··· Source information

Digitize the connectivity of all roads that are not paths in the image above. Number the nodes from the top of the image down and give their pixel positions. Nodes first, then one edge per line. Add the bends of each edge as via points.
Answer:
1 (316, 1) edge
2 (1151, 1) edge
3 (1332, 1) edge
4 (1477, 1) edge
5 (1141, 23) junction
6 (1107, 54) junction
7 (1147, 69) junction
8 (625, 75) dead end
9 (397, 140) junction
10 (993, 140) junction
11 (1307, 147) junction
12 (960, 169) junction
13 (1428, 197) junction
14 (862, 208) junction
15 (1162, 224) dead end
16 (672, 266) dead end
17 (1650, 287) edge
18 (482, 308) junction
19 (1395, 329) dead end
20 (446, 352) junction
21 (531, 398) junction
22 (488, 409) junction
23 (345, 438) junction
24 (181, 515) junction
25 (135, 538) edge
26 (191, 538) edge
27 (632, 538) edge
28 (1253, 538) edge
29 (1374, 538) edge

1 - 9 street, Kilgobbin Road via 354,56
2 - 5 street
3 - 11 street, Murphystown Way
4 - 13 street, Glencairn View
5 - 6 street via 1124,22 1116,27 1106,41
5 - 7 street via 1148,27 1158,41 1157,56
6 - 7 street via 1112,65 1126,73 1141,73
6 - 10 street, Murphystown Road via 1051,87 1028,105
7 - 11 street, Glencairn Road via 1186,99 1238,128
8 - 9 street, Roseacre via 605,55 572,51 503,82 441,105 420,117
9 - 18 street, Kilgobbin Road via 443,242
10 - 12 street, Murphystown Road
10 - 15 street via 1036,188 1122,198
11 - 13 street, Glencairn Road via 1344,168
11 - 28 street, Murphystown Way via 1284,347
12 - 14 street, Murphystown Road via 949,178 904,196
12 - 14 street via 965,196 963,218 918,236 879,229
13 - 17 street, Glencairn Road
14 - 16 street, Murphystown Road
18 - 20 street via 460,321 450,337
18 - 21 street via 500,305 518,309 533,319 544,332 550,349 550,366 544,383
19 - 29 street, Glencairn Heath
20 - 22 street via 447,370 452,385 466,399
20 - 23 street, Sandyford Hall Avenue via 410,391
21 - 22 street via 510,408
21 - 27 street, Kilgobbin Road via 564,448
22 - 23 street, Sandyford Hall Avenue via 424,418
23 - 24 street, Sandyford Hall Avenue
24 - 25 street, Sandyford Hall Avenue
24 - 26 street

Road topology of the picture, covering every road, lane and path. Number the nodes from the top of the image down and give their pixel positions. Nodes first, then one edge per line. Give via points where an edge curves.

······
··· Source information

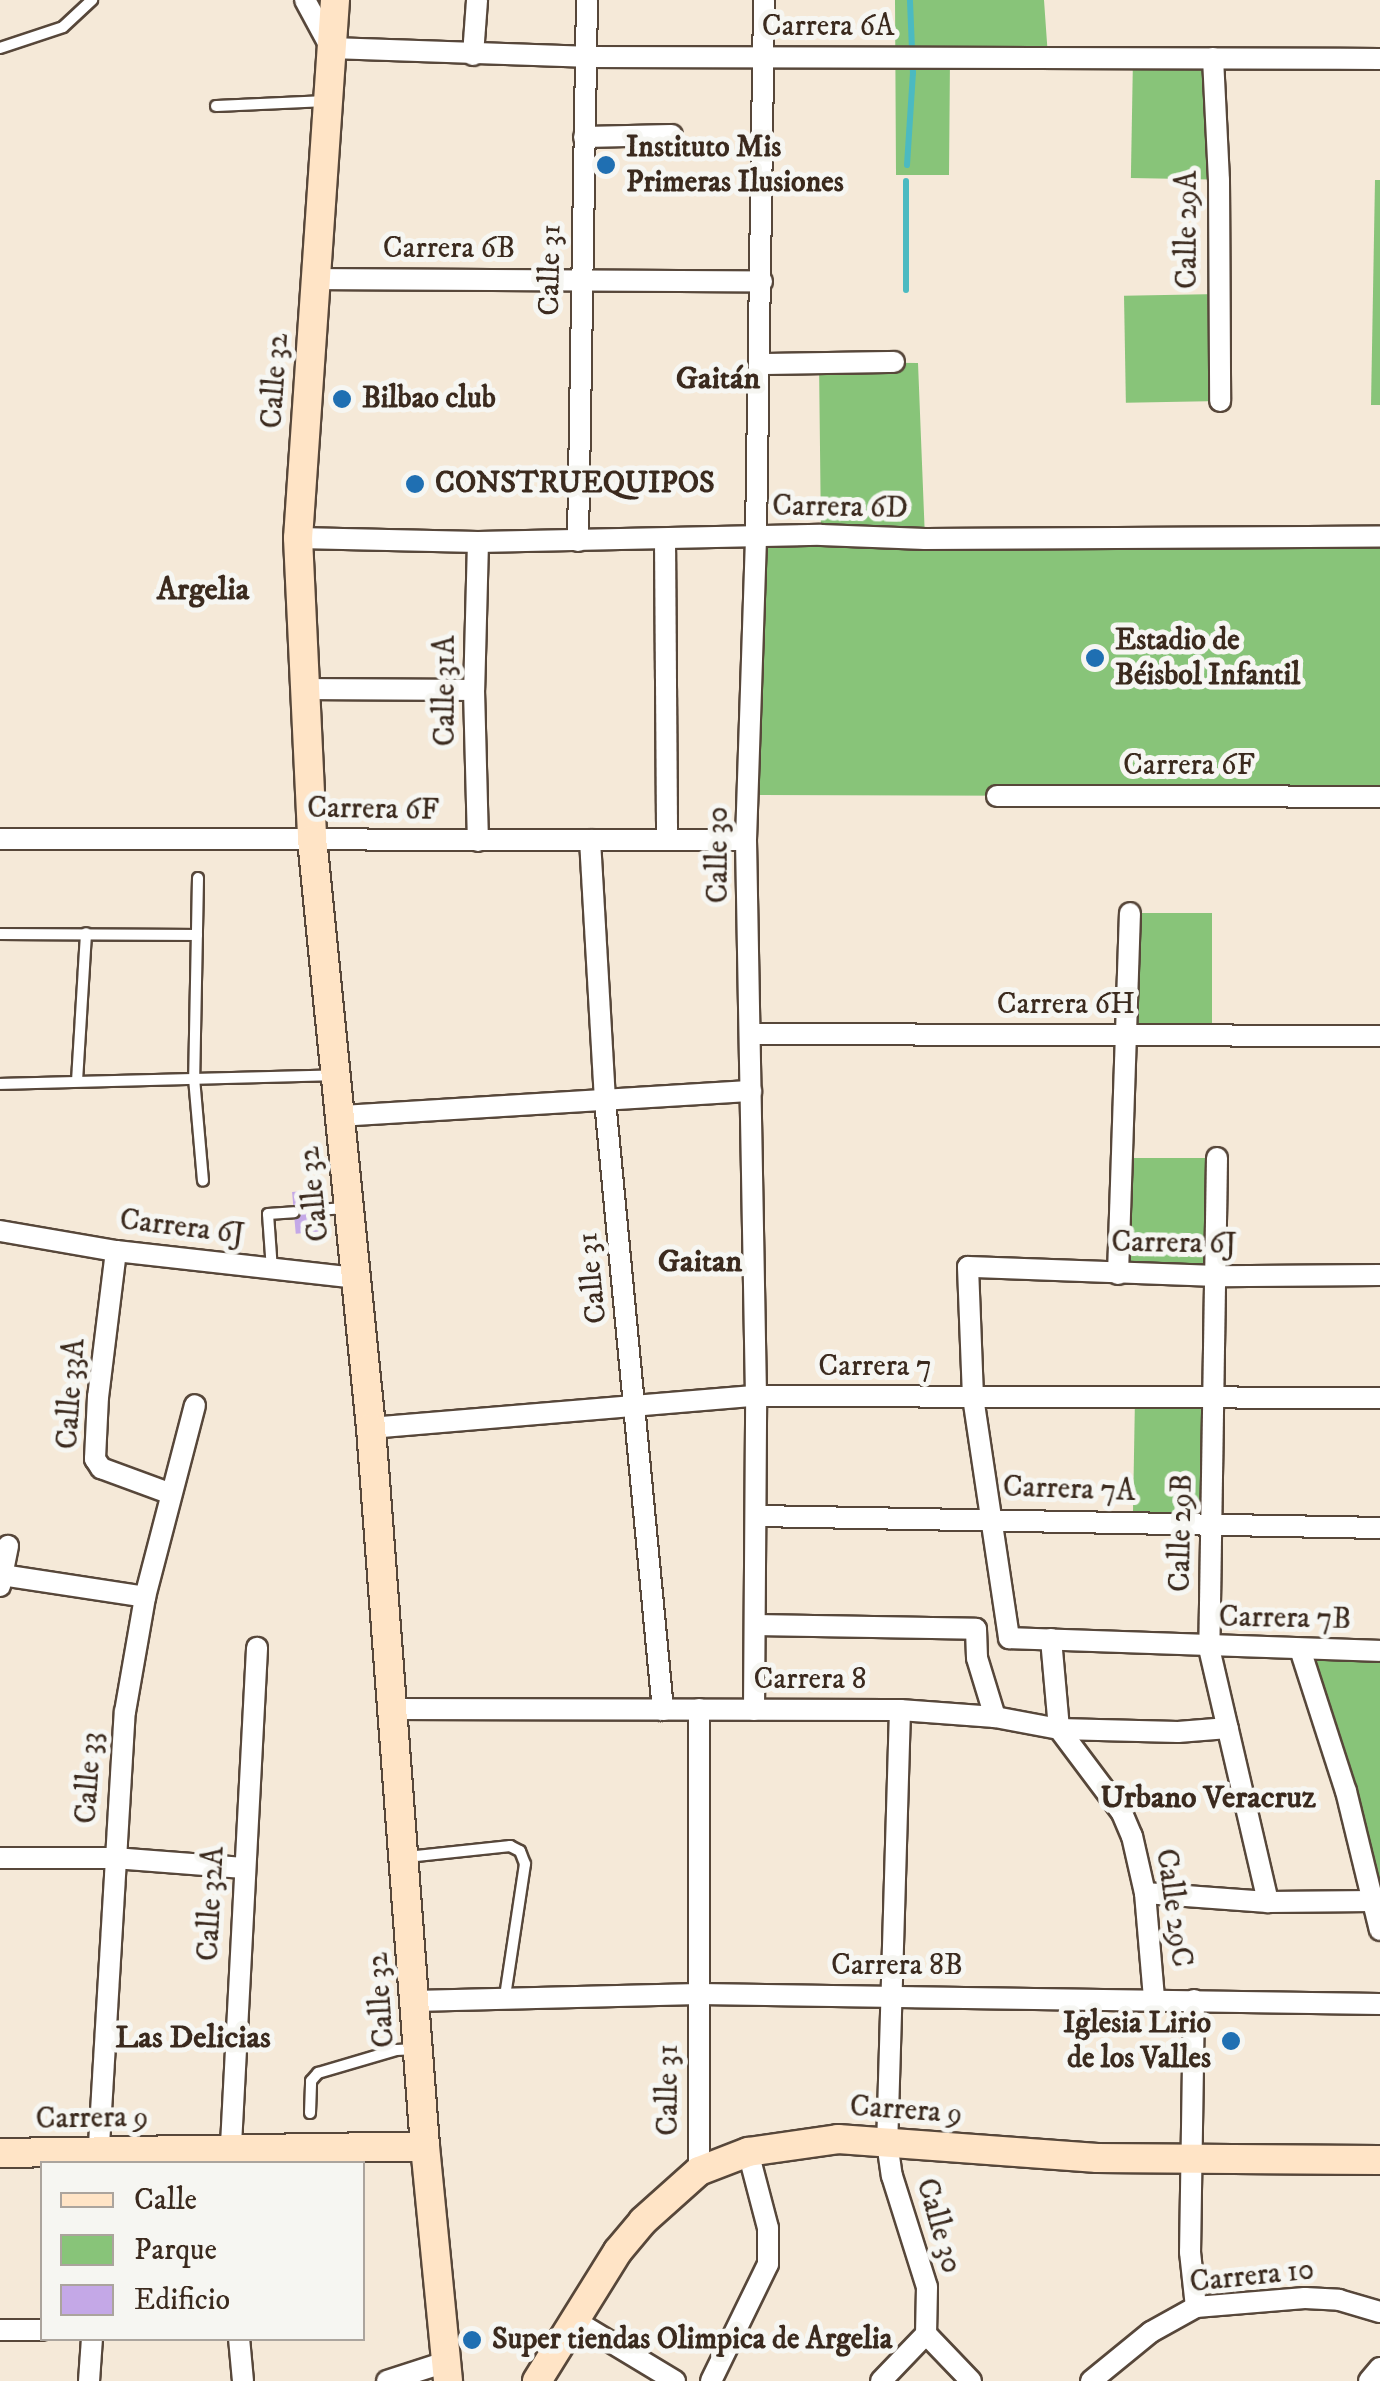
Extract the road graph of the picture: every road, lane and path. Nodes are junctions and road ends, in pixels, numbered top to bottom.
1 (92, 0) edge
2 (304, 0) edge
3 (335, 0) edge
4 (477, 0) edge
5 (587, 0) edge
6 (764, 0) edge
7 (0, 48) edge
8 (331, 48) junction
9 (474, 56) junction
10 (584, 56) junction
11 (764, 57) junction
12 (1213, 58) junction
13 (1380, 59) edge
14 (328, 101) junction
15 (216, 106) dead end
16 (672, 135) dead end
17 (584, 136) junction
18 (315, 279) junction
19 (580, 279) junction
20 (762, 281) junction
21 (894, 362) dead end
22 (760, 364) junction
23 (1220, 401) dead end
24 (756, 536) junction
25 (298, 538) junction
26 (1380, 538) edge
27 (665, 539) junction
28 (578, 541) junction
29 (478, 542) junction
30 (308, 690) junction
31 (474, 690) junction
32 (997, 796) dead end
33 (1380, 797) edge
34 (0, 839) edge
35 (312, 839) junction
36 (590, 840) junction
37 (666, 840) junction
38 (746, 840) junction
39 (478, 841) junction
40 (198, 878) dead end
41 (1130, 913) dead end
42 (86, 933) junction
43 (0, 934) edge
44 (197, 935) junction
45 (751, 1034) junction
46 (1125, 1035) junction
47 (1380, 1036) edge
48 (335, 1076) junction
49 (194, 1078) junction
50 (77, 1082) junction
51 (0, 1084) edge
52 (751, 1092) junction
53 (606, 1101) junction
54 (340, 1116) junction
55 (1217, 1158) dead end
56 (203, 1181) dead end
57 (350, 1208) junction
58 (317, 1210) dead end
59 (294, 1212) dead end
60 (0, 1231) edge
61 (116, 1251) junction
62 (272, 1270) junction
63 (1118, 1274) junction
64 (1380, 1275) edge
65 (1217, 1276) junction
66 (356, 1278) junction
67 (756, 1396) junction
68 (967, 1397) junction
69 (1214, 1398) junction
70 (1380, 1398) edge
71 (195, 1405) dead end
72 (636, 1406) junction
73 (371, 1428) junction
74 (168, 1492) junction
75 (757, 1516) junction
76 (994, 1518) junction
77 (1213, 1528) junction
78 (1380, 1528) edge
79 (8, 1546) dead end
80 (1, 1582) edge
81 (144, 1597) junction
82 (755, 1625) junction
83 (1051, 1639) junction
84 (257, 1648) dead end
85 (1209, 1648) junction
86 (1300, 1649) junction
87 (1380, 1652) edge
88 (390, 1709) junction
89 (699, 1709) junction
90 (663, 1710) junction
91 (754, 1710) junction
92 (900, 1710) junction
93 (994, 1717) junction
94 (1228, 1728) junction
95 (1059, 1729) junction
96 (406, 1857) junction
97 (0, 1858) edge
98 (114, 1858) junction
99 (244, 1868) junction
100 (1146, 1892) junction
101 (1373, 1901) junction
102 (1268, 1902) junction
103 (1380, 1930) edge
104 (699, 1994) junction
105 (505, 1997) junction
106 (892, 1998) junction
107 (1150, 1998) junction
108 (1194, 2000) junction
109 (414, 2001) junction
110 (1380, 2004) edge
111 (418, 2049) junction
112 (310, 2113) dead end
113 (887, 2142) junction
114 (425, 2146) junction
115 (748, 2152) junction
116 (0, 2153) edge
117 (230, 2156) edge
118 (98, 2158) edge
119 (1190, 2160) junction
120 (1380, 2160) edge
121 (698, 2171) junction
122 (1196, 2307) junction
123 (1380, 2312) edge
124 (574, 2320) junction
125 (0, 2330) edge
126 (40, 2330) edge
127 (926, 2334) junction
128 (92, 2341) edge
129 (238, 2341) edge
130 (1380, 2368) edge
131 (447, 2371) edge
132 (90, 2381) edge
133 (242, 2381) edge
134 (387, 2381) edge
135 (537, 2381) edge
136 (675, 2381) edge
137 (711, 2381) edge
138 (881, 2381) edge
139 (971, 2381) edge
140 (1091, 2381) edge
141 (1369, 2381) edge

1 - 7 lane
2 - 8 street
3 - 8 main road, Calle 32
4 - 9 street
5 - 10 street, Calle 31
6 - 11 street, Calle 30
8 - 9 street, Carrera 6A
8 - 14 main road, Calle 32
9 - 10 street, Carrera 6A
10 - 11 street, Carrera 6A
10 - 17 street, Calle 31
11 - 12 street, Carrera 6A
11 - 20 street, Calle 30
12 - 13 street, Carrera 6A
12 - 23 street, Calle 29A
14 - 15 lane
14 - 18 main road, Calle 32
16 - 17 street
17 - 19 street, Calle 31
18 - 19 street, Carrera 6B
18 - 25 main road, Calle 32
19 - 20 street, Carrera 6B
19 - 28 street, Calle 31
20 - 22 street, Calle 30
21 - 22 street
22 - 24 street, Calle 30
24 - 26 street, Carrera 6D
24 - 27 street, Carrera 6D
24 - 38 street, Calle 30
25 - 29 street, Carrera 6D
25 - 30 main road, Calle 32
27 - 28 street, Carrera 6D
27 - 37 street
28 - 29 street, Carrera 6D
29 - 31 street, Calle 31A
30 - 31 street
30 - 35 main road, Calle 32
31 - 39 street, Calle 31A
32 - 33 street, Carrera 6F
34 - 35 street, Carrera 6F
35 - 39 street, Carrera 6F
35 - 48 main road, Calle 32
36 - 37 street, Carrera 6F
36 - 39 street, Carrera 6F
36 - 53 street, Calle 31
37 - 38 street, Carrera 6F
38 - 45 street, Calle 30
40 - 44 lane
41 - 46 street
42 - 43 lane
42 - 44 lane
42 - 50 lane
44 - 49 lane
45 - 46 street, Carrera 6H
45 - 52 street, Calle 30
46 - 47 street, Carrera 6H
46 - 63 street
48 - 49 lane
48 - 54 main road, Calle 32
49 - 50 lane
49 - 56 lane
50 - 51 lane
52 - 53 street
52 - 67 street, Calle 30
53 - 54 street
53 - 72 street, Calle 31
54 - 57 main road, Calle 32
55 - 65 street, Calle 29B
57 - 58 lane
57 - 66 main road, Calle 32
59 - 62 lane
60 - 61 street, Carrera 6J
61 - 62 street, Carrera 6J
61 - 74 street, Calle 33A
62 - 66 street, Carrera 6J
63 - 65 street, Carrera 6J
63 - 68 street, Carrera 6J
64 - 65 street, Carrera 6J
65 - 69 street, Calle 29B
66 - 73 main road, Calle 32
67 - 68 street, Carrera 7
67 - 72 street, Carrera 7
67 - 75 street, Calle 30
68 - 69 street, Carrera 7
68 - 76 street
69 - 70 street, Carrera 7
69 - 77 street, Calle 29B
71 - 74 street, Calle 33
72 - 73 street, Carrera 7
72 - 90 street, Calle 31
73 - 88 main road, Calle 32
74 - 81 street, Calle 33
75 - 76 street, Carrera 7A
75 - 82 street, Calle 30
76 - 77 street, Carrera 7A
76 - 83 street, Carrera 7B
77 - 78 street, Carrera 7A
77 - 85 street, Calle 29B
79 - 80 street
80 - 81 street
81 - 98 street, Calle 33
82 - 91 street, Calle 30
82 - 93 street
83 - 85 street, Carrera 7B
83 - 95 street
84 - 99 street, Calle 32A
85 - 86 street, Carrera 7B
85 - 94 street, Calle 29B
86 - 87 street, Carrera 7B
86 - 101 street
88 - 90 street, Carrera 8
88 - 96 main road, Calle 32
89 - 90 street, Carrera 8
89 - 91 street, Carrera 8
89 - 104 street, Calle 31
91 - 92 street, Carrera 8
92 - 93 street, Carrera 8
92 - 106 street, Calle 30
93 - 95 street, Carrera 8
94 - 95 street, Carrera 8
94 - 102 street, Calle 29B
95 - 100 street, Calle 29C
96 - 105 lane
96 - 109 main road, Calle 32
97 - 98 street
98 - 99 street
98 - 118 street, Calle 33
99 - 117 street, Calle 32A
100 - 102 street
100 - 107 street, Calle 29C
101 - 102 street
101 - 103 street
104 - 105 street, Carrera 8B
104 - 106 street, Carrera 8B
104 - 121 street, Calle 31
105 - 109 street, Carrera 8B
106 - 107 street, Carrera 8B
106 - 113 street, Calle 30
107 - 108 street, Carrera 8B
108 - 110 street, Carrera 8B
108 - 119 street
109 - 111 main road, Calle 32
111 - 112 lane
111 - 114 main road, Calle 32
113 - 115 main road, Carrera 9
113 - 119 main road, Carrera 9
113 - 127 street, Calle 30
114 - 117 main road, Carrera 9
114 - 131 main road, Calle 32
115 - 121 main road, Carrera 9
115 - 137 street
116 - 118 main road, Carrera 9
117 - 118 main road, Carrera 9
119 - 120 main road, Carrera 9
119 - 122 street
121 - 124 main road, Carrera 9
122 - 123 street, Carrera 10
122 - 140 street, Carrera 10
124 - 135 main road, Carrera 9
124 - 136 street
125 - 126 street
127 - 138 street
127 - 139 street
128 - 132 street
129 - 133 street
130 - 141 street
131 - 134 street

······

### [Activity]
All lines above in which the word "points" occurs should be identified and copied.

### [Task answer]
Digitize the connectivity of all roads that are not paths in the image above. Number the nodes from the top of the image down and give their pixel positions. Nodes first, then one edge per line. Add the bends of each edge as via points.
Road topology of the picture, covering every road, lane and path. Number the nodes from the top of the image down and give their pixel positions. Nodes first, then one edge per line. Give via points where an edge curves.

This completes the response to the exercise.